::: Data :::

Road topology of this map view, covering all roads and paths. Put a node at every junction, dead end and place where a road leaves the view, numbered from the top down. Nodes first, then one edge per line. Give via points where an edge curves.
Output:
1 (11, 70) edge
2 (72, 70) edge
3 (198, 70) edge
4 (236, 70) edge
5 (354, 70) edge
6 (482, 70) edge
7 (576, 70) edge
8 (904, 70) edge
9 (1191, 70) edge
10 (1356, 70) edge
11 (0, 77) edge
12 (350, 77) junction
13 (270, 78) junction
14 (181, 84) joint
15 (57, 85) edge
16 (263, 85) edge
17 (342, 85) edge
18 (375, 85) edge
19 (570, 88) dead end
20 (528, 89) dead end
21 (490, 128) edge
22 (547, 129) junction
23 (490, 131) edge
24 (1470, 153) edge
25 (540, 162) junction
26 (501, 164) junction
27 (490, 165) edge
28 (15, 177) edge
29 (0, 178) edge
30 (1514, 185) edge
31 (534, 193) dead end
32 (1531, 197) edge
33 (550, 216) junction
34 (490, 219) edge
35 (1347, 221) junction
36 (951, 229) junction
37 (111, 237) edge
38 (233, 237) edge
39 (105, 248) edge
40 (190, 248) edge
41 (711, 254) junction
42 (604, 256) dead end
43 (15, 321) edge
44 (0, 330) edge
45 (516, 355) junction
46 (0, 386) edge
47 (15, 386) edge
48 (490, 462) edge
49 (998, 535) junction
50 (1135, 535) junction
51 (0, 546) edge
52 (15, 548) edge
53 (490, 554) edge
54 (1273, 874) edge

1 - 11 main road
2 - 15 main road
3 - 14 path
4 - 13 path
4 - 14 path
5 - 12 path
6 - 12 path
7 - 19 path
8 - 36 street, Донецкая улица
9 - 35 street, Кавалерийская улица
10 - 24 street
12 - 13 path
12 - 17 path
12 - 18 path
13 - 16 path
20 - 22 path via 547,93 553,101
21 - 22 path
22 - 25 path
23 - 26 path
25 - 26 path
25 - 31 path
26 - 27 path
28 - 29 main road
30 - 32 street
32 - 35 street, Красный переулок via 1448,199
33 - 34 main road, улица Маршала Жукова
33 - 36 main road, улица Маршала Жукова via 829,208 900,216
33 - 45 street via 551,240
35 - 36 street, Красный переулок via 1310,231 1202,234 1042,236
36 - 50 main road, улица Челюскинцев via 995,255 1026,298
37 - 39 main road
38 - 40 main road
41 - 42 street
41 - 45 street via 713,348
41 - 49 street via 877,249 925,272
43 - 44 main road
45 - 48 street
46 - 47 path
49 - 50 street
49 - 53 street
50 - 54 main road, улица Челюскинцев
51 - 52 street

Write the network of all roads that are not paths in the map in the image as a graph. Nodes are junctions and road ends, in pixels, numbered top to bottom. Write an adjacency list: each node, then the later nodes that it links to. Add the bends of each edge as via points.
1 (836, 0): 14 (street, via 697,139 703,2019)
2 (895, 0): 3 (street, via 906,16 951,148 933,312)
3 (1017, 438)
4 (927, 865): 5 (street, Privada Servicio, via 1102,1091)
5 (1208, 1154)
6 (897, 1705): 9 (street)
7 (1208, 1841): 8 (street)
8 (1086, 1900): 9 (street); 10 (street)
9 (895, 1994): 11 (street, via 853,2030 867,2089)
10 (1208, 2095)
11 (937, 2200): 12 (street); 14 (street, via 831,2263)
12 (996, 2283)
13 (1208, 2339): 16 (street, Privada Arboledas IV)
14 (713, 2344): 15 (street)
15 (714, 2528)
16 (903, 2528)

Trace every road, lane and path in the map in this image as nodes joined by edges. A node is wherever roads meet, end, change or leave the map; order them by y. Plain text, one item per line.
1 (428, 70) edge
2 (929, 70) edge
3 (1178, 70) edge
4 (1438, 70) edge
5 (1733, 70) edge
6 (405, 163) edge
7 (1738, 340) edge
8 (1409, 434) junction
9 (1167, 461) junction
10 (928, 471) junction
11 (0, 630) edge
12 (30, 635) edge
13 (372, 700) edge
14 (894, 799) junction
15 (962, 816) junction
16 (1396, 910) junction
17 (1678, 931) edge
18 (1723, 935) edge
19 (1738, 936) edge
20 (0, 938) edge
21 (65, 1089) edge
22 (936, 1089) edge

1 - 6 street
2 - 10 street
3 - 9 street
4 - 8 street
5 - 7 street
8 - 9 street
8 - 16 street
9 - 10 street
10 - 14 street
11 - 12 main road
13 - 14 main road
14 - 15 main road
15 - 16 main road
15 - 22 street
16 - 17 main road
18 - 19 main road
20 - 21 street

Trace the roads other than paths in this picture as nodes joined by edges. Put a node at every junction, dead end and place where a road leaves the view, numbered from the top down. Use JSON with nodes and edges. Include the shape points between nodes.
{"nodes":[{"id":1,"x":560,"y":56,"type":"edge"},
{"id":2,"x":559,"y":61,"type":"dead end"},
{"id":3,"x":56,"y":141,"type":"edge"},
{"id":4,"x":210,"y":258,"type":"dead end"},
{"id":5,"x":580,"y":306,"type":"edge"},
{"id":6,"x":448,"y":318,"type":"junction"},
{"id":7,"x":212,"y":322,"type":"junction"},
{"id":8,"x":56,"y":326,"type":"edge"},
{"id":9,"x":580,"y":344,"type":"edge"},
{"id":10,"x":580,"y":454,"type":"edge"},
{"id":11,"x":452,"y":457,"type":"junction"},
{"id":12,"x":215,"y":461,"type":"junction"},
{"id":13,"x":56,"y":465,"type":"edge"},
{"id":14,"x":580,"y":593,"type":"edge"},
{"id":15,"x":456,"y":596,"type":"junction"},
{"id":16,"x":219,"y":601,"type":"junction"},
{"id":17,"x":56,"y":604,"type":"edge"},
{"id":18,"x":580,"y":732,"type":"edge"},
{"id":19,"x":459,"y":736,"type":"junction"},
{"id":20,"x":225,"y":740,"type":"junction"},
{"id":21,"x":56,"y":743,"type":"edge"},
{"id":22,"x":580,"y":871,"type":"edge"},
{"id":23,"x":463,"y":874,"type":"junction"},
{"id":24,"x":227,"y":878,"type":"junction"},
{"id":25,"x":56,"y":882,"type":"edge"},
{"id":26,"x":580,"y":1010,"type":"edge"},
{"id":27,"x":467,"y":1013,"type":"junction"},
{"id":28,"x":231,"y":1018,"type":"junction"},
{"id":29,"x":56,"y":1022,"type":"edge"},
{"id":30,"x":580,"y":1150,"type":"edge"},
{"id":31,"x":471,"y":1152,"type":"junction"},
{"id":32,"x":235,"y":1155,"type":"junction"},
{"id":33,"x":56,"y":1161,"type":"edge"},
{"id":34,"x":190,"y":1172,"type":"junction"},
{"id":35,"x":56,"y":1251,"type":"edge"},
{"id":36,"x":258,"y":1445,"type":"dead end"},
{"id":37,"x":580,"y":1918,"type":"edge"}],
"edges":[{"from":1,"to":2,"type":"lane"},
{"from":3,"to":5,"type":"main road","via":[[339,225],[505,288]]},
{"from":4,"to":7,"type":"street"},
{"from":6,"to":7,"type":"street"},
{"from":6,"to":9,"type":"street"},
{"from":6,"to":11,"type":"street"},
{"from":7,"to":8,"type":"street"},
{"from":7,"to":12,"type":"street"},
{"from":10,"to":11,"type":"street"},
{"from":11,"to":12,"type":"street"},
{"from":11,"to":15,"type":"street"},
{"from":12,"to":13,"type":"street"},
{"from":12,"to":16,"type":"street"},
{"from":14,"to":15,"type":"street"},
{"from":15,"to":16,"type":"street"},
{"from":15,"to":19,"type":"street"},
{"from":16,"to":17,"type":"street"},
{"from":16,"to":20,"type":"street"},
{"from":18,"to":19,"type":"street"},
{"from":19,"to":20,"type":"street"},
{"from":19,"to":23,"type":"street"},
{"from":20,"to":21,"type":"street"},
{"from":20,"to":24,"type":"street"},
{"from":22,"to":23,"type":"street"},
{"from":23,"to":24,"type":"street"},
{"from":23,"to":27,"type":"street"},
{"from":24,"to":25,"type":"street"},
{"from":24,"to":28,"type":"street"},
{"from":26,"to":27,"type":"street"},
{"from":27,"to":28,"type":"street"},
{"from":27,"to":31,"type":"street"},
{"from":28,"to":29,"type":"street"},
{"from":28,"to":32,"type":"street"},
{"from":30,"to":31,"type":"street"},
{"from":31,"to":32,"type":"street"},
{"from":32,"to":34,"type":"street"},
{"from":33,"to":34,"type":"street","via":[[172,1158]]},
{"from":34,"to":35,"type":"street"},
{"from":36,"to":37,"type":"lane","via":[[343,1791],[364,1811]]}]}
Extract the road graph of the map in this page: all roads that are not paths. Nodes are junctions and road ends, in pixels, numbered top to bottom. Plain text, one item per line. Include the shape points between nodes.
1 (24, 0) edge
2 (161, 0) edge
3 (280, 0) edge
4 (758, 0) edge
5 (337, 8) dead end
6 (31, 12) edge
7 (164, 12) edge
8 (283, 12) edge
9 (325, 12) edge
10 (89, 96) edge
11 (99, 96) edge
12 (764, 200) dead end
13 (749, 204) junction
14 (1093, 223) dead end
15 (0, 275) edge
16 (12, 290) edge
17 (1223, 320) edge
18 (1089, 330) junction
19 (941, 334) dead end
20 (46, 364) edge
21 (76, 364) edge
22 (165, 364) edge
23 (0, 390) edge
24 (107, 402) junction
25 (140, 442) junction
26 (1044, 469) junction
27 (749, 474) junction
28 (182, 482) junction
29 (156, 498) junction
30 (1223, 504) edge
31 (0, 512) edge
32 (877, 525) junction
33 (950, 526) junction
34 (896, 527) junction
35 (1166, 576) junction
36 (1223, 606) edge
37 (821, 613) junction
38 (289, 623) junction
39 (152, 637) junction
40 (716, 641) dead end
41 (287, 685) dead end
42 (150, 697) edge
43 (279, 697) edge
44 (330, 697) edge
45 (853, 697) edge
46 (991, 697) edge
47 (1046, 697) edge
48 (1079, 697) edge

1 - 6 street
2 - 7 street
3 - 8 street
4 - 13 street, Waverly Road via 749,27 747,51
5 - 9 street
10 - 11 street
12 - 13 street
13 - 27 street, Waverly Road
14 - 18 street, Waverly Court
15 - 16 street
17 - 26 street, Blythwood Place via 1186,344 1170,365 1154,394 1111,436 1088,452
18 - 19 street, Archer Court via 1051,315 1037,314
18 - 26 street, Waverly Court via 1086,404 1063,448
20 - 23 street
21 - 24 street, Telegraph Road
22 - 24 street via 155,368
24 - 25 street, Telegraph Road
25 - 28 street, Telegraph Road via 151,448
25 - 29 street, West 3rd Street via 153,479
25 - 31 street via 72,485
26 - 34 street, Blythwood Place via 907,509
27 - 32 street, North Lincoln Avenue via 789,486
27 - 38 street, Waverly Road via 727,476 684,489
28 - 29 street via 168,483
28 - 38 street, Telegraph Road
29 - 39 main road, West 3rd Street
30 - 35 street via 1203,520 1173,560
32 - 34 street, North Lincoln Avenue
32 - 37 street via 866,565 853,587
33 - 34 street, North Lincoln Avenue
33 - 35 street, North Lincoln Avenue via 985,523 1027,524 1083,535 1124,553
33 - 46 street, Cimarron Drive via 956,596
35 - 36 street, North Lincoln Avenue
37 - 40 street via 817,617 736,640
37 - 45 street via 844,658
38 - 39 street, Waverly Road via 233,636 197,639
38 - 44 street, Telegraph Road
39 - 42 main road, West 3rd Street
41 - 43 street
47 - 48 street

:::

== Requirement ==
Find the word "Include" in the entries and show each line where it is found.

== The completed task ==
Trace the roads other than paths in this picture as nodes joined by edges. Put a node at every junction, dead end and place where a road leaves the view, numbered from the top down. Use JSON with nodes and edges. Include the shape points between nodes.
Extract the road graph of the map in this page: all roads that are not paths. Nodes are junctions and road ends, in pixels, numbered top to bottom. Plain text, one item per line. Include the shape points between nodes.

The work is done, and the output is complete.